What you need to do:
What is the number of lines in this listing that include "Hyeonggokjungang"? Answer with that number only.

Provided records:
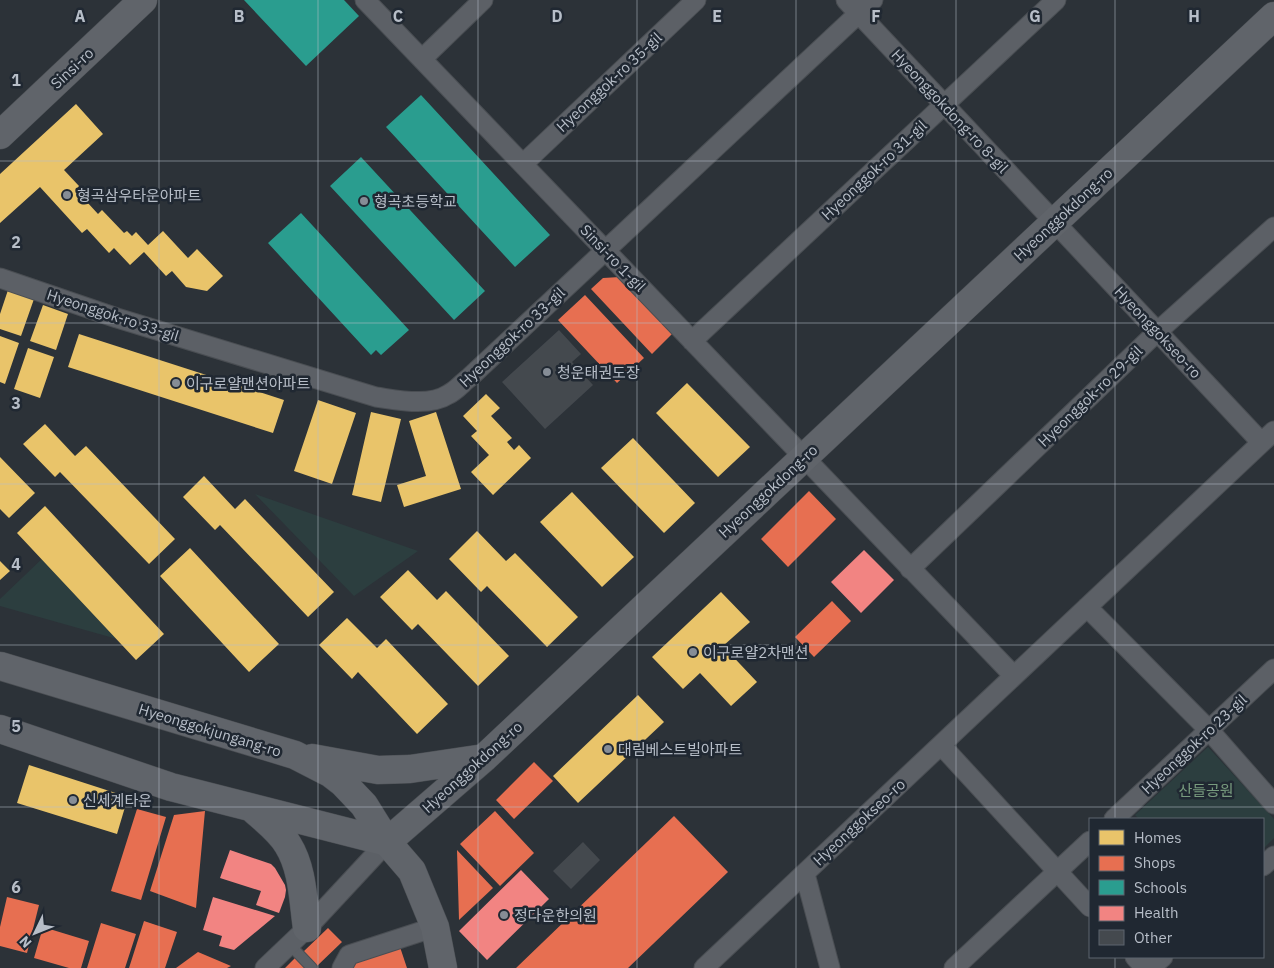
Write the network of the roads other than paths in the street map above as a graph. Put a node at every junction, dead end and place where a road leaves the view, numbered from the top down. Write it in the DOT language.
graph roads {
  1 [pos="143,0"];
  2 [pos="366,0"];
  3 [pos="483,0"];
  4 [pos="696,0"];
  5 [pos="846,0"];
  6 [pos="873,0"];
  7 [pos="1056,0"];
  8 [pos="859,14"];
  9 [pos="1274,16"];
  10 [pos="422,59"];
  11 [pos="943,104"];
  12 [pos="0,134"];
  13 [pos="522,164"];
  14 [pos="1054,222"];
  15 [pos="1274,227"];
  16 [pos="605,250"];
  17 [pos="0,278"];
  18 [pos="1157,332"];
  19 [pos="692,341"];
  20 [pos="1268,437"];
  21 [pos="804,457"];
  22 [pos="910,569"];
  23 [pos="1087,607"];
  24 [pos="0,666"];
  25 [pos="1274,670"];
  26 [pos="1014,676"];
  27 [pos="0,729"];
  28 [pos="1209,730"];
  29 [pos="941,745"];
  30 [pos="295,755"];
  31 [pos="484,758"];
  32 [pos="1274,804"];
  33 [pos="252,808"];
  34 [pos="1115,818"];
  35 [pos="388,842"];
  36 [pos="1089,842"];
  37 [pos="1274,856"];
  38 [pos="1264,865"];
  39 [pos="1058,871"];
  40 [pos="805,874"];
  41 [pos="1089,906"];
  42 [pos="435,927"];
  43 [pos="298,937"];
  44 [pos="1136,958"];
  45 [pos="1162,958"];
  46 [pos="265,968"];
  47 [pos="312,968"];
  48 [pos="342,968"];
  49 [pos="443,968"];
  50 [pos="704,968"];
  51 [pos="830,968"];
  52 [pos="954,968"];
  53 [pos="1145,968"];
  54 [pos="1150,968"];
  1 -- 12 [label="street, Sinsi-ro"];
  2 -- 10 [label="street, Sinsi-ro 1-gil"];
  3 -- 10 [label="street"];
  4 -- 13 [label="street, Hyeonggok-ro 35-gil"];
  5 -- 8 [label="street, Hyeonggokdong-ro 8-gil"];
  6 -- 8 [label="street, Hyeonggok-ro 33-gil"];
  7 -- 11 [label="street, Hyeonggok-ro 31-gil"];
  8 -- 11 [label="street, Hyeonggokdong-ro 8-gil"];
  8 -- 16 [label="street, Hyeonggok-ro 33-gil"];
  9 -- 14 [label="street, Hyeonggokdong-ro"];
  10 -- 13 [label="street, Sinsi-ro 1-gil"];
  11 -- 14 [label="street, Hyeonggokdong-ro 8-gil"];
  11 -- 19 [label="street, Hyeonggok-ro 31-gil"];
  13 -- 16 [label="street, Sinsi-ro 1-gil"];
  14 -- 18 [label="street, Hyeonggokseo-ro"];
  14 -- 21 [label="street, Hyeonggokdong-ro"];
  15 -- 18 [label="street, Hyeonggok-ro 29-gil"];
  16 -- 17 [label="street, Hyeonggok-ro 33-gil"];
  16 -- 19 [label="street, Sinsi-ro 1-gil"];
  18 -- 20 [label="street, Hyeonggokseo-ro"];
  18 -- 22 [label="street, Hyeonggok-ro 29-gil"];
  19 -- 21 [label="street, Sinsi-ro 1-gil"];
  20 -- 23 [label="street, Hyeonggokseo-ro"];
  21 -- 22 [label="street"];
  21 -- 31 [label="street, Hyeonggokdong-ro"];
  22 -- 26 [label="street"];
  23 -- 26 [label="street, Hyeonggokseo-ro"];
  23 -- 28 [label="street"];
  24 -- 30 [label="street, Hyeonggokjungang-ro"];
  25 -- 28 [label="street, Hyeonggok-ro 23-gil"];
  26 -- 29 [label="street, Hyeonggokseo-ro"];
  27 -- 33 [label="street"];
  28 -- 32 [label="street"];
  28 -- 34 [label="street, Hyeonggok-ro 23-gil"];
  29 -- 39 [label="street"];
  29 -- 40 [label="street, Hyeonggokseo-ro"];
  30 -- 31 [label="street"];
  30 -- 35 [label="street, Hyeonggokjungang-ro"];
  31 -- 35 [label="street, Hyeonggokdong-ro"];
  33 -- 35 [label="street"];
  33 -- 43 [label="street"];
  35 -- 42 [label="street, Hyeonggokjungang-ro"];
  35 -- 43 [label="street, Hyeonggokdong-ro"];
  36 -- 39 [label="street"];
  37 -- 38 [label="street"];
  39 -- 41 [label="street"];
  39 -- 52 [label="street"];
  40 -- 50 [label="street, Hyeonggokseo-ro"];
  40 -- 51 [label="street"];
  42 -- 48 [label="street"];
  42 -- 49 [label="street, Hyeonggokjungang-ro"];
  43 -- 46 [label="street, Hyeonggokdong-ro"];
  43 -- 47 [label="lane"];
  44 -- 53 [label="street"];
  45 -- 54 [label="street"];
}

Exercise response:
4